■ EXERCISE INSTRUCTIONS
In the entries below, count every line containing "ПУТЕЙСКАЯ". Return the number and nothing else.

┌──

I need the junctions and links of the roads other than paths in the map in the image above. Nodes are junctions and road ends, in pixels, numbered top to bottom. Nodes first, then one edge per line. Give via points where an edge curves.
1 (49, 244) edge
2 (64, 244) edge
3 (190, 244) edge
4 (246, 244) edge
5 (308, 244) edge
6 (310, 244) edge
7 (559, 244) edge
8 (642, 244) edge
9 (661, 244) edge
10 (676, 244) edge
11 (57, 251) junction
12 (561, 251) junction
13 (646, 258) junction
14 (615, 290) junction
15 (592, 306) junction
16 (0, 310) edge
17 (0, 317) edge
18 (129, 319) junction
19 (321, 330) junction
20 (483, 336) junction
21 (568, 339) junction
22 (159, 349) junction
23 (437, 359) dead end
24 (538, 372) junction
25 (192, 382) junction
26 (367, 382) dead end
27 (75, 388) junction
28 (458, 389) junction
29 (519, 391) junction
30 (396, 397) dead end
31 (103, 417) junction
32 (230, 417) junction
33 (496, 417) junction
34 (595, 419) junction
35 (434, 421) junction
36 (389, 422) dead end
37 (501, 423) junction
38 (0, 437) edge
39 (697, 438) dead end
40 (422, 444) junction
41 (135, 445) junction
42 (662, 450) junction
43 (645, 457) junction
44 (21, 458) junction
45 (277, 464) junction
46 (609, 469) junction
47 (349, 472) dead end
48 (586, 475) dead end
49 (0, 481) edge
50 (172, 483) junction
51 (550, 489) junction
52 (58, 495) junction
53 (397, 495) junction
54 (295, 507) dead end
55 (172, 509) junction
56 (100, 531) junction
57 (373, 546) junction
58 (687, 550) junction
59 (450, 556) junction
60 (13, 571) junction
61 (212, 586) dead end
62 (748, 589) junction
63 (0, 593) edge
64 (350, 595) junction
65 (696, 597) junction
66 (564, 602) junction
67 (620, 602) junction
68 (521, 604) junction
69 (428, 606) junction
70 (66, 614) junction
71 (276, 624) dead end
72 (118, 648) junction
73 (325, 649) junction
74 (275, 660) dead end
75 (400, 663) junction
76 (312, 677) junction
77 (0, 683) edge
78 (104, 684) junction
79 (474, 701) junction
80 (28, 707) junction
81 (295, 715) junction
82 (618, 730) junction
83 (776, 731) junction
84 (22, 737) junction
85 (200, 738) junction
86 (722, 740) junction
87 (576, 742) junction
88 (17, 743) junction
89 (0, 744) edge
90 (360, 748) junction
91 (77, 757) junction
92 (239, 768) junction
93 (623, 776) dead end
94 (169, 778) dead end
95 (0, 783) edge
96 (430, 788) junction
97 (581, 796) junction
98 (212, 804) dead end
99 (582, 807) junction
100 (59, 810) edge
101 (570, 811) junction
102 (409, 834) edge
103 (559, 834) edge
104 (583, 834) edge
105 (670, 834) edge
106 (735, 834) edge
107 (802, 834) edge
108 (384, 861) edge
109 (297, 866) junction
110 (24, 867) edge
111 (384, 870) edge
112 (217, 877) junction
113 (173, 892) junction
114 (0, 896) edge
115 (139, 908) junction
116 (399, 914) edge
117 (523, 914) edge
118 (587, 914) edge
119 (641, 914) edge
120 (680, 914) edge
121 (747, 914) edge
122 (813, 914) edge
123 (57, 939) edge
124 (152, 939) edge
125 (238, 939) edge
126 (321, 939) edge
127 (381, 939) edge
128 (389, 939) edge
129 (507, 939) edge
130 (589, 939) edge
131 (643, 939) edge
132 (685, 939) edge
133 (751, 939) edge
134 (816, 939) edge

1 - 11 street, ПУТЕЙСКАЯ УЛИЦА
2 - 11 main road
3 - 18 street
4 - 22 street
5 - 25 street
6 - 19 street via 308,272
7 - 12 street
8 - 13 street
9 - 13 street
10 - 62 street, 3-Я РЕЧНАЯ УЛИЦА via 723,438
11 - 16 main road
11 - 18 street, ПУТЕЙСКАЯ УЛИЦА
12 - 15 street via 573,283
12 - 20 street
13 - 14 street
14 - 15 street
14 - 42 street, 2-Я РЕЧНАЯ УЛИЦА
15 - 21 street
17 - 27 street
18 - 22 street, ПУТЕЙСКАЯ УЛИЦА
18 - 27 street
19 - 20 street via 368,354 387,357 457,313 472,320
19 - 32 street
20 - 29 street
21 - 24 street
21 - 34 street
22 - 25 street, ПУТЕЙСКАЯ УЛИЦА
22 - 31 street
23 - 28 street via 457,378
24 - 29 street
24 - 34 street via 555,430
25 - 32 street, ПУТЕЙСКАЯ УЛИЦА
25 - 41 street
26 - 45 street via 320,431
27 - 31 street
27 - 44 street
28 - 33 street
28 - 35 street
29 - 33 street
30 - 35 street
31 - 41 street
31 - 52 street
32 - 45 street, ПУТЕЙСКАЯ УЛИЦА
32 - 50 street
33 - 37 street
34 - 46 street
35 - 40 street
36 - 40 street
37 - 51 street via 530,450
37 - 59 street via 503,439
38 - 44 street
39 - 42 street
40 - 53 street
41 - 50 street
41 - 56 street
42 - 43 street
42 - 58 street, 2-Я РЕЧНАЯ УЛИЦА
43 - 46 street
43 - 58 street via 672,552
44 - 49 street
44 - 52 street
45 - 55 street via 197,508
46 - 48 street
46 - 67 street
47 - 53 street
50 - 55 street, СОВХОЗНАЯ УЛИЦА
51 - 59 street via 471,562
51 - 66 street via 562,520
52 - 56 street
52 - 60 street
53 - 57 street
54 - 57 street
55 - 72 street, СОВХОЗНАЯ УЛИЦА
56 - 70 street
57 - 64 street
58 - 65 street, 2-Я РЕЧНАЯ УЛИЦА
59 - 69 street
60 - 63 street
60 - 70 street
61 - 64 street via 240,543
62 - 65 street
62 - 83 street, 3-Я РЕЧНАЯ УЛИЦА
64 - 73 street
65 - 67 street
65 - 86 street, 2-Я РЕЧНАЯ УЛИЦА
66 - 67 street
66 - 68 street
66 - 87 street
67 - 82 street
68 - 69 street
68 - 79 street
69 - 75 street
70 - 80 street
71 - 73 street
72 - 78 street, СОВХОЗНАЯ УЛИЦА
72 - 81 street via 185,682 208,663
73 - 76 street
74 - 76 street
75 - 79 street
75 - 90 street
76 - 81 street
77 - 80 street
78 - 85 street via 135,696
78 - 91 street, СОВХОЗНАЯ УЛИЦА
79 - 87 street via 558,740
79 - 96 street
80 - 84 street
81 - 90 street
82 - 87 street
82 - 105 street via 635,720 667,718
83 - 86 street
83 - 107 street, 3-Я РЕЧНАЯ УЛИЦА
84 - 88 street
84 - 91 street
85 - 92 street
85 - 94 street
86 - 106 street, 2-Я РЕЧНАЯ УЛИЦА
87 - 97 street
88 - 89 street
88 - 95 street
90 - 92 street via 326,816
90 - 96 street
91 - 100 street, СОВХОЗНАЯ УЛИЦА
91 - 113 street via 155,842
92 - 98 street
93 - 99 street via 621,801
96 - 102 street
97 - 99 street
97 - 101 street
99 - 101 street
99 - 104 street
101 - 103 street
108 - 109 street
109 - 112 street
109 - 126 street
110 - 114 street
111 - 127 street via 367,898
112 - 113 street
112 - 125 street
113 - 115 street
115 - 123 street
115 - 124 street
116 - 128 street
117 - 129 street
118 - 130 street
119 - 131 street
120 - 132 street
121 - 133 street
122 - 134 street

└──

■ RESPONSE TO THIS TASK
6